Start of Materials provided

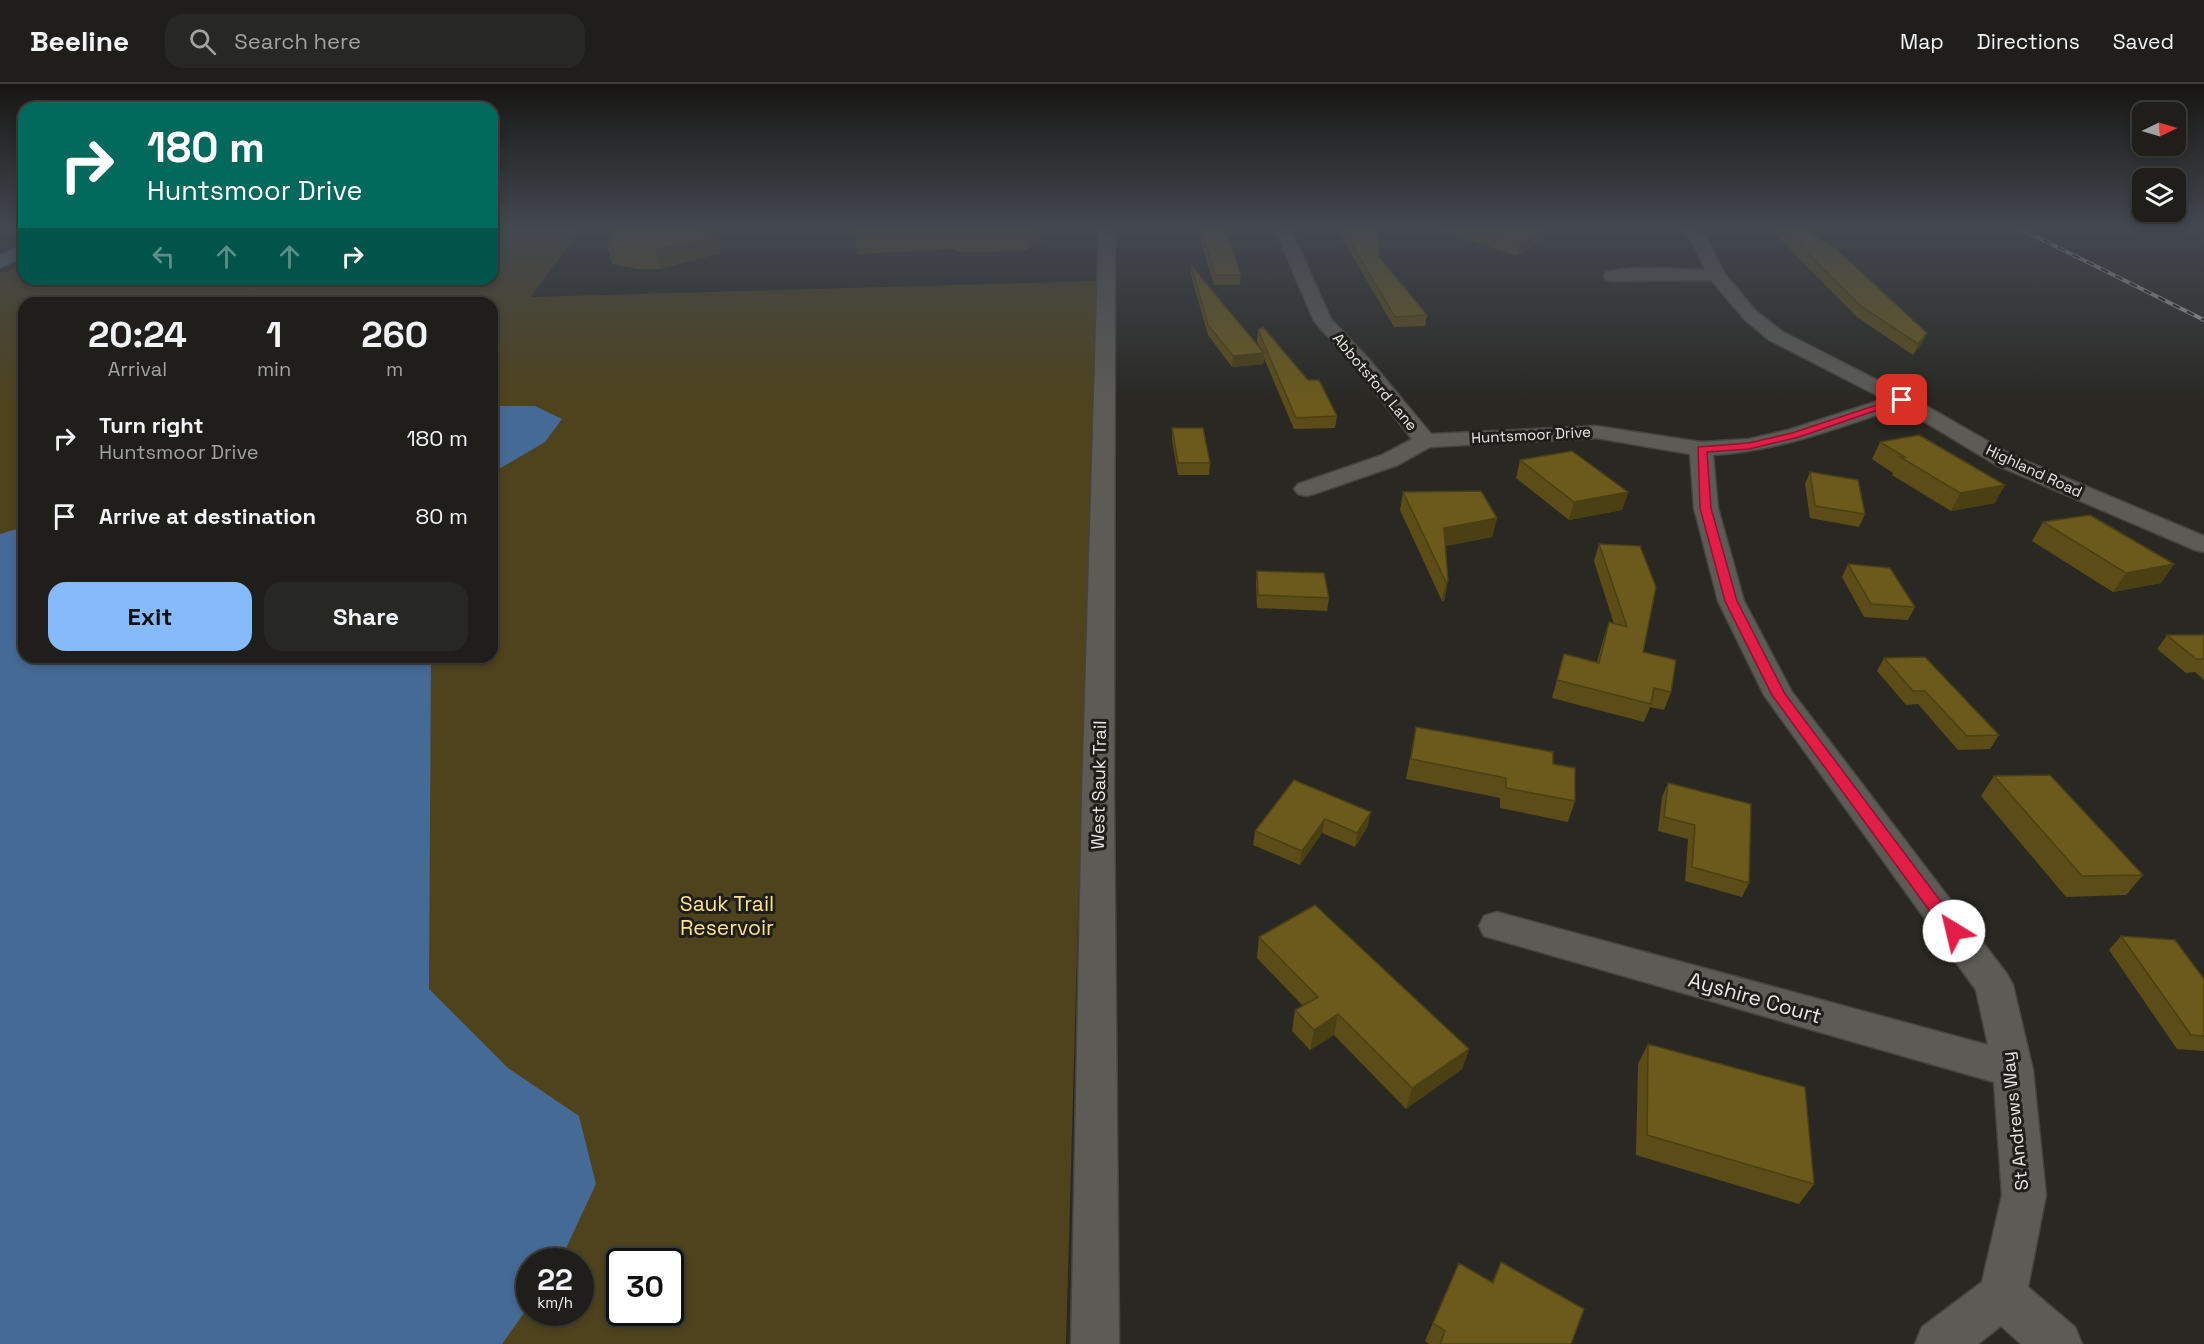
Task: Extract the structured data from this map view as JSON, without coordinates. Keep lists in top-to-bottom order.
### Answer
{
  "streets": {
    "street": [
      "Abbotsford Lane",
      "Huntsmoor Drive",
      "Highland Road",
      "West Sauk Trail",
      "Ayshire Court",
      "St Andrews Way"
    ]
  },
  "crossings": [
    ["Abbotsford Lane", "Huntsmoor Drive"],
    ["Huntsmoor Drive", "Highland Road"],
    ["Huntsmoor Drive", "St Andrews Way"],
    ["Ayshire Court", "St Andrews Way"]
  ],
  "parks": ["Sauk Trail Reservoir"],
  "north": "right",
  "page": {
    "header": "Beeline",
    "search": "Search here",
    "nav": ["Map", "Directions", "Saved"],
    "turn": ["180 m", "Huntsmoor Drive"],
    "eta": [
      "20:24",
      "Arrival",
      "1",
      "min",
      "260",
      "m"
    ],
    "list": [
      {
        "name": "Turn right",
        "note": "Huntsmoor Drive",
        "value": "180 m"
      },
      {
        "name": "Arrive at destination",
        "value": "80 m"
      }
    ],
    "buttons": ["Exit", "Share"],
    "speed": "22 km/h",
    "limit": "30"
  }
}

End of Materials provided

Goal of the exercise = Copy the records exactly as they appear, excluding images.

Response to the task =
Task: Extract the structured data from this map view as JSON, without coordinates. Keep lists in top-to-bottom order.
### Answer
{
  "streets": {
    "street": [
      "Abbotsford Lane",
      "Huntsmoor Drive",
      "Highland Road",
      "West Sauk Trail",
      "Ayshire Court",
      "St Andrews Way"
    ]
  },
  "crossings": [
    ["Abbotsford Lane", "Huntsmoor Drive"],
    ["Huntsmoor Drive", "Highland Road"],
    ["Huntsmoor Drive", "St Andrews Way"],
    ["Ayshire Court", "St Andrews Way"]
  ],
  "parks": ["Sauk Trail Reservoir"],
  "north": "right",
  "page": {
    "header": "Beeline",
    "search": "Search here",
    "nav": ["Map", "Directions", "Saved"],
    "turn": ["180 m", "Huntsmoor Drive"],
    "eta": [
      "20:24",
      "Arrival",
      "1",
      "min",
      "260",
      "m"
    ],
    "list": [
      {
        "name": "Turn right",
        "note": "Huntsmoor Drive",
        "value": "180 m"
      },
      {
        "name": "Arrive at destination",
        "value": "80 m"
      }
    ],
    "buttons": ["Exit", "Share"],
    "speed": "22 km/h",
    "limit": "30"
  }
}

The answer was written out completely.